Victor Stinner schrieb am 07.09.2018 um 11:57:
On 07.09.2018 10:22, Victor Stinner wrote:
I'm in discussion with PyPy developers, and they reported different APIs which cause them troubles: (...)
- almost all PyUnicode API functions have to go according to them. PyPy3 uses UTF-8 internally
Well, it's not like anyone asked them to do that. ;)
Python 3.7 still has to support both the legacy Py_UNICODE* API and the new "compact string" API. It makes the CPython code base way more complex that it should be: any function accepting a string is supposed to call PyUnicode_Ready() and handle error properly. I would prefer to be able to remove the legacy PyUnicodeObject type, to only use compact strings everywhere.
Since we control all paths that can lead to the creation of a Unicode object, why not make sure we always call the internal equivalent to PyType_Ready() before even returning it to the user, and replace the public PyType_Ready() function by a no-op macro?
It would probably slow things down on Windows (where Py_UNICODE is still a thing) in certain scenarios, specifically, when passing Unicode strings in and out of the Windows API, possibly including to print them. But then, how performance critical are these scenarios, really?
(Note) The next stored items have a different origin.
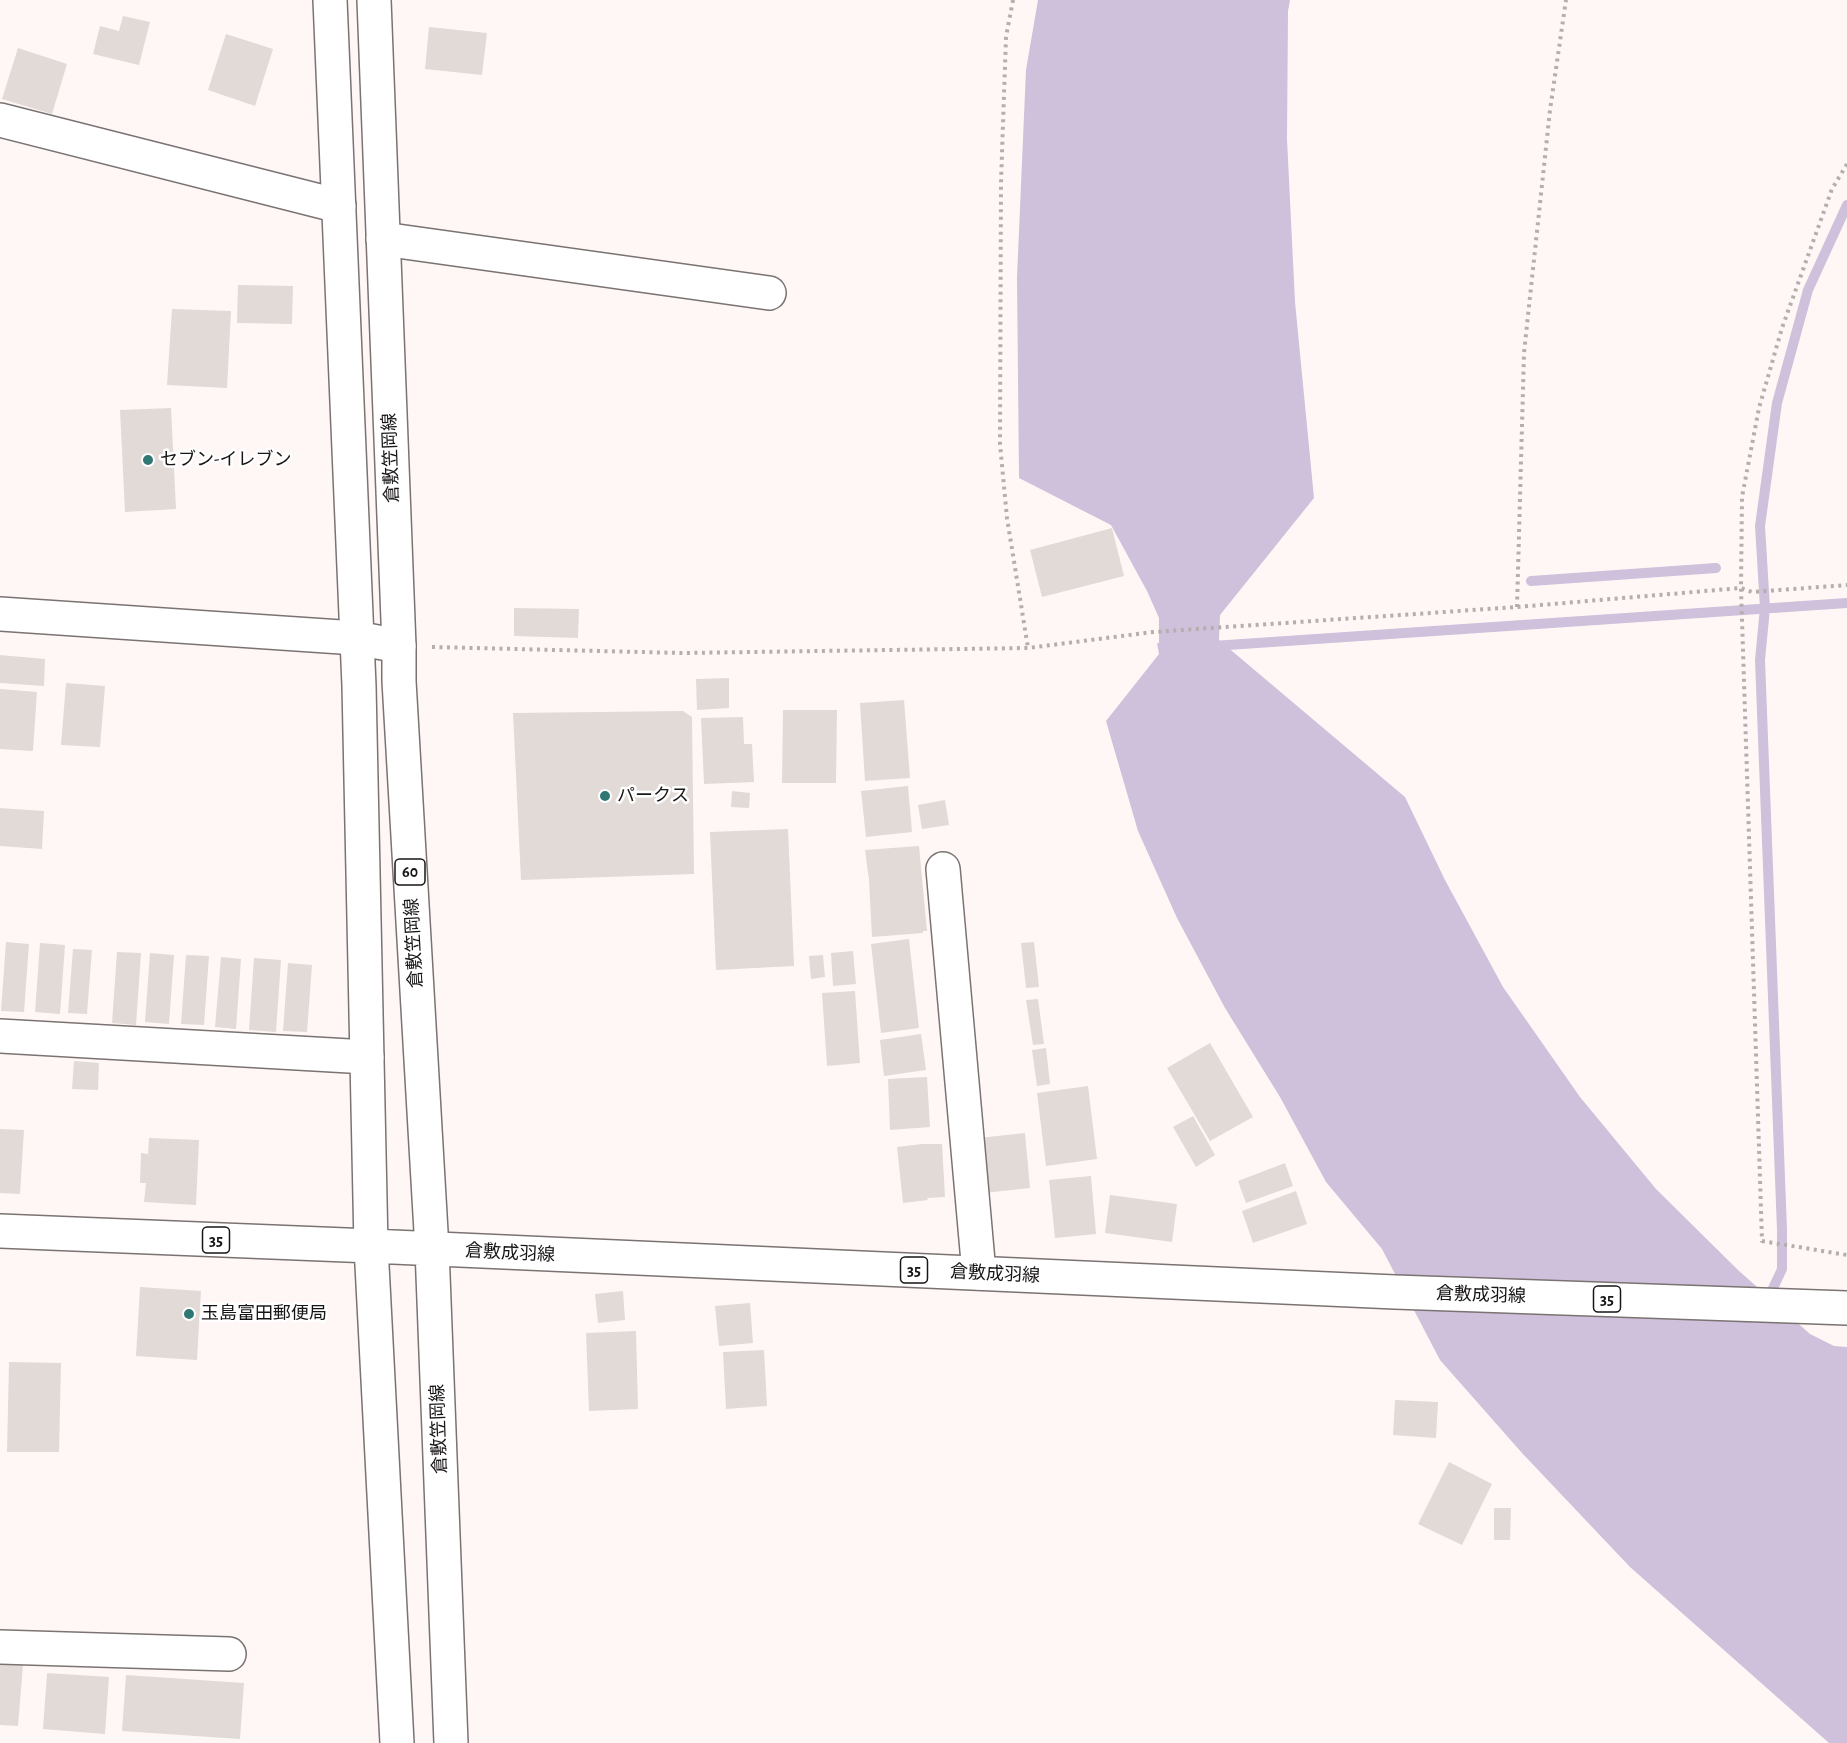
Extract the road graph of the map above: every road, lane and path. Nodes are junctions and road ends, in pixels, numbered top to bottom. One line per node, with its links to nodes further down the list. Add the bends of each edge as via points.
1 (330, 0): 7 (main road)
2 (374, 0): 8 (main road, 倉敷笠岡線 / 60)
3 (1013, 0): 16 (path, via 1006,37 1001,182 1000,444 1007,518)
4 (1566, 0): 12 (path, via 1524,353)
5 (0, 120): 7 (main road)
6 (1847, 165): 11 (path, via 1832,189 1782,328 1759,408 1742,497)
7 (339, 206): 14 (main road)
8 (383, 239): 9 (main road); 15 (main road, 倉敷笠岡線 / 60)
9 (769, 293)
10 (1847, 585): 11 (path, via 1752,592)
11 (1741, 588): 12 (path); 23 (path, via 1762,1241)
12 (1517, 608): 16 (path, via 1153,632)
13 (0, 614): 14 (main road)
14 (356, 638): 15 (main road); 19 (main road)
15 (399, 646): 16 (path, via 682,653); 22 (main road, 倉敷笠岡線 / 60)
16 (1028, 648)
17 (943, 869): 24 (main road)
18 (0, 1036): 19 (main road)
19 (367, 1057): 21 (main road)
20 (0, 1232): 21 (main road, 倉敷成羽線 / 35)
21 (371, 1246): 22 (main road, 倉敷成羽線 / 35); 28 (main road)
22 (432, 1249): 24 (main road, 倉敷成羽線 / 35); 29 (main road, 倉敷笠岡線 / 60)
23 (1847, 1255)
24 (979, 1273): 25 (main road, 倉敷成羽線 / 35)
25 (1832, 1307)
26 (0, 1647): 27 (main road)
27 (229, 1654)
28 (397, 1743)
29 (451, 1743)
Large data sets would almost always come from some kind of byte encoded device, be it a local file or a network connection, or leave the system as a byte encoded sequence.
So, I think this is a point where we can reconsider the original design.
We could also keep the current API on Windows and only use a constant PyType_Ready() on unixy systems, although that would obviously mean that people still have to call it (in order to support Windows) and we can't just remove it at some point. And it would be more difficult to detect bugs when users forget to call it.
Let me elaborate what are good and bad functions for PyUnicode.
Example of bad APIs:
- PyUnicode_IS_COMPACT(): this API really rely on the *current* implementation
Is that function really used?
As a quick and incomplete indication, github seems to only find forks of CPython and cpyext that contain it, at least from a quick jump through the tons of identical results.
https://github.com/search?q=pyunicode_is_compact&type=Code
- PyUnicode_READ()
That should be easy to emulate with a different internal representation, though. Just use an arbitrary value for "kind" and ignore it on the way in.
That reminds me that the current C-API lacks a way to calculate the size of the character buffer in bytes. You have to use "length * kind", which really relies on internals then. There should be a macro for this.
- Py_UNICODE_strcmp(): use Py_UNICODE which is an implementation detail
But given that "Py_UNICODE" is already deprecated … :)
Good API:
- PyUnicode_Concat(): C API for str + str
- PyUnicode_Split()
- PyUnicode_FindChar()
Border line:
- PyUnicode_IS_ASCII(op): it's a O(1) operation on CPython, but it can O(n) on other implementations (like PyPy which uses UTF-8). But we also added str.isascii() in Python 3.7....
It's not like anyone asked PyPy to use UTF-8 internally. ;) But even then, keeping a set of string property flags around really can't be that expensive, and might easily pay off in encoder implementations, e.g. by knowing the target buffer size upfront. ASCII-only strings are still excessively common.
- PyUnicode_READ_CHAR()
I was going to write "is anyone actually using that, given how expensive it is?", but then realised that we're using it in Cython to implement Unicode string indexing. :) That's probably also its only use case.
- PyUnicode_CompareWithASCIIString(): the function name announces ASCII but decodes the byte string from Latin1 :-)
Which makes total sense, because, why wouldn't it? But the name is obviously … underadapted.